L’enquêteur Hugeux prend bien soin également de rectifier le stéréotype des « captifs accablés, résignés », attestant tout au contraire, chez eux, par des refus d’embarquer et des mutineries, l’éclosion d’une notion d’agentivité, d’une faculté « d’agir, de peser sur le réel ». Le long processus de sape contre l’esclavage, d’ailleurs, ne doit plus seulement être focalisé sur les engagements des abolitionnistes, sur l’activisme missionnaire des prédicateurs Blancs. La révolte ou l’insurrection est « consubstantielle à l’asservissement ».

À qui profite le crime ? La servitude, le pillage de l’Afrique, ont-ils forgé la prospérité du monde occidental ? Quelle place pour les excuses et le pardon ? Peut-on réparer l’irréparable ? La barque du capitaine Hugeux tournoie au milieu d’un consensus introuvable, faisant le constat d’un chemin semé d’embûches, de démesure ou de dénégations. Il ne suffit que de citer l’exemple de ces 55 membres de l’Union africaine réclamant, le 15 février 2025, justice et réparation pour les Africains, sans mettre en cause les États arabes (par crainte d’assumer une forme de responsabilité dans la traite transsaharienne ?).

Le rappel du passé devient même un champ de bataille où s’affrontent d’un côté des déboulonneurs de statues de propriétaires d’esclaves et de l’autre, un président américain souhaitant expurger des musées des sites d’exposition faisant référence à la brutalité de l’esclavage « afin de ne pas dénigrer les Américains de manière inappropriée ».  Hugeux ose une nouvelle fois, pour calmer le jeu, ce discours nuancé : « il importe moins d’abattre les effigies d’icônes contestées que d’en élever d’autres en hommage aux rebelles méconnus.
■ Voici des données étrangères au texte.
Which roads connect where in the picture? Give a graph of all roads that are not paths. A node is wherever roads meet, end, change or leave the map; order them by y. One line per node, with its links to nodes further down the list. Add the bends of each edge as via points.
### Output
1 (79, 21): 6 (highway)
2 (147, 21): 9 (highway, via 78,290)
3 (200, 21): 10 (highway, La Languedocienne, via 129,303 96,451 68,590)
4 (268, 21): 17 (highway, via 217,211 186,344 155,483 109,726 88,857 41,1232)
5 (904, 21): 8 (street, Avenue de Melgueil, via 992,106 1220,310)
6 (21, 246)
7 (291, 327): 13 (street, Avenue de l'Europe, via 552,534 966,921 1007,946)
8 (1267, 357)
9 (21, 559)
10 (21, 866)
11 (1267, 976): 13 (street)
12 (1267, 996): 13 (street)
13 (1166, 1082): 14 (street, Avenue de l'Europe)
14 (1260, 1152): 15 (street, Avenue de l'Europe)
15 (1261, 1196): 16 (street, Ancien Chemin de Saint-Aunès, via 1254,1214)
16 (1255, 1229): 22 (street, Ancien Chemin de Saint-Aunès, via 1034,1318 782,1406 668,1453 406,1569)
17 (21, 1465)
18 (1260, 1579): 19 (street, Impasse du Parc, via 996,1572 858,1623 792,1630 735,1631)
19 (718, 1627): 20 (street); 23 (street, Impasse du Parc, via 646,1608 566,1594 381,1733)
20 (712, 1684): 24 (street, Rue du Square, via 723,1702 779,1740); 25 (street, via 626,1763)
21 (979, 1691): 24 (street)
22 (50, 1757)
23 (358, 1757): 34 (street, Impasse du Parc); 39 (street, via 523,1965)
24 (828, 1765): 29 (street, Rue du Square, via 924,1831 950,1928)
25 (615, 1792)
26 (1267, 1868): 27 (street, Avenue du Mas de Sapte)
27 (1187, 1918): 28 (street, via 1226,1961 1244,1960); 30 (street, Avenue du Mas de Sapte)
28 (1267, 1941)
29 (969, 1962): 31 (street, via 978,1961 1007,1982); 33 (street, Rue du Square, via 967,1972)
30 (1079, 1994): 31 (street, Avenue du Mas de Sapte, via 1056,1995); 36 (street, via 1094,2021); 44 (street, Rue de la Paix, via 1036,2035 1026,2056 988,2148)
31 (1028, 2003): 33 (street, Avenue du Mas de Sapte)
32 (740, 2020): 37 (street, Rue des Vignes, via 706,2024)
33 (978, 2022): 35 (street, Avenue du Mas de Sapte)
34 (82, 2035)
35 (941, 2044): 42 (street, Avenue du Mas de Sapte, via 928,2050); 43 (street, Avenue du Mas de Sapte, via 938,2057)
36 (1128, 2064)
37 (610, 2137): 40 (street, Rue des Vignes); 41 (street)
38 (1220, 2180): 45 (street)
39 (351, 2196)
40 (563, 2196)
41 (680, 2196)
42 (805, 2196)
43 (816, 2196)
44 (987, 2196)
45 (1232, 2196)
Le malaise n’est pas l’abondance mais la pénurie. »

Et l’esclavage « est une histoire sans fin », conclut-il amèrement. « De l’Ukraine à l’Éthiopie, via la Libye, le Soudan et la Syrie, la persistance et la résurgence de l’asservissement punitif accroît la cruauté de tous les conflits armés récents. »

Combien sont-ils, jeunes filles ou jeunes hommes, dans notre monde actuel, à être encore réduits à un état servile (esclavage domestique ou sexuel) ? 40 millions ? 50 millions ? Là aussi, le chiffrage demeure risqué.

– Christian Vachon (Pantoute), 24 mai 2026

Histoire

Les fers et le fouet : une histoire raisonnée de l'esclavage

Vincent Hugueux - Perrin

Les esclavages, leur histoire convulsive et leur mémoire à vif. Peut-on, sur un thème si brûlant, si propice aux outrances, aux anathèmes et aux raccourcis essentialistes, porter un regard lucide et dépassionné ? Telle est en tout cas l'ambition de cet essai, qui se veut aussi rigoureux sur le fond qu'alerte dans sa forme. En douze chapitres, l'auteur, familier des élans comme des tourments de l'Afrique, du monde arabo-musulman et des Caraïbes, revisite à la lumière des récentes avancées de l'historiographie les stéréotypes les plus tenaces qu'aura inspirés au fil des siècles la réduction en servitude d'êtres humains, pourvu qu'on leur reconnût cette dignité, par d'autres êtres humains, pourvu qu'ils méritassent cette qualité. Quand apparaît l'institution esclavagiste ? Comment les religions monothéistes l'ont, chacune à sa façon, justifiée ? Combien de victimes ? Quelle fut la contribution véritable des philosophes des Lumières à la croisade abolitionniste ? Faut-il, peut-on, réparer l'irréparable ? Est-il envisageable, pour le descendant de l'asservi et l'héritier du maître, de tisser un récit commun ? À quoi ressemblent les avatars modernes d'une pratique millénaire ? Il est plus aisé de faire choir de leur piédestal les statues des négriers d'antan que d'abattre la forêt touffue des dogmes et des a priori. Nul doute que l'ouvrage limpide de Vincent Hugeux contribuera à défricher par ses coupes claires ce massif demeuré si longtemps impénétrable.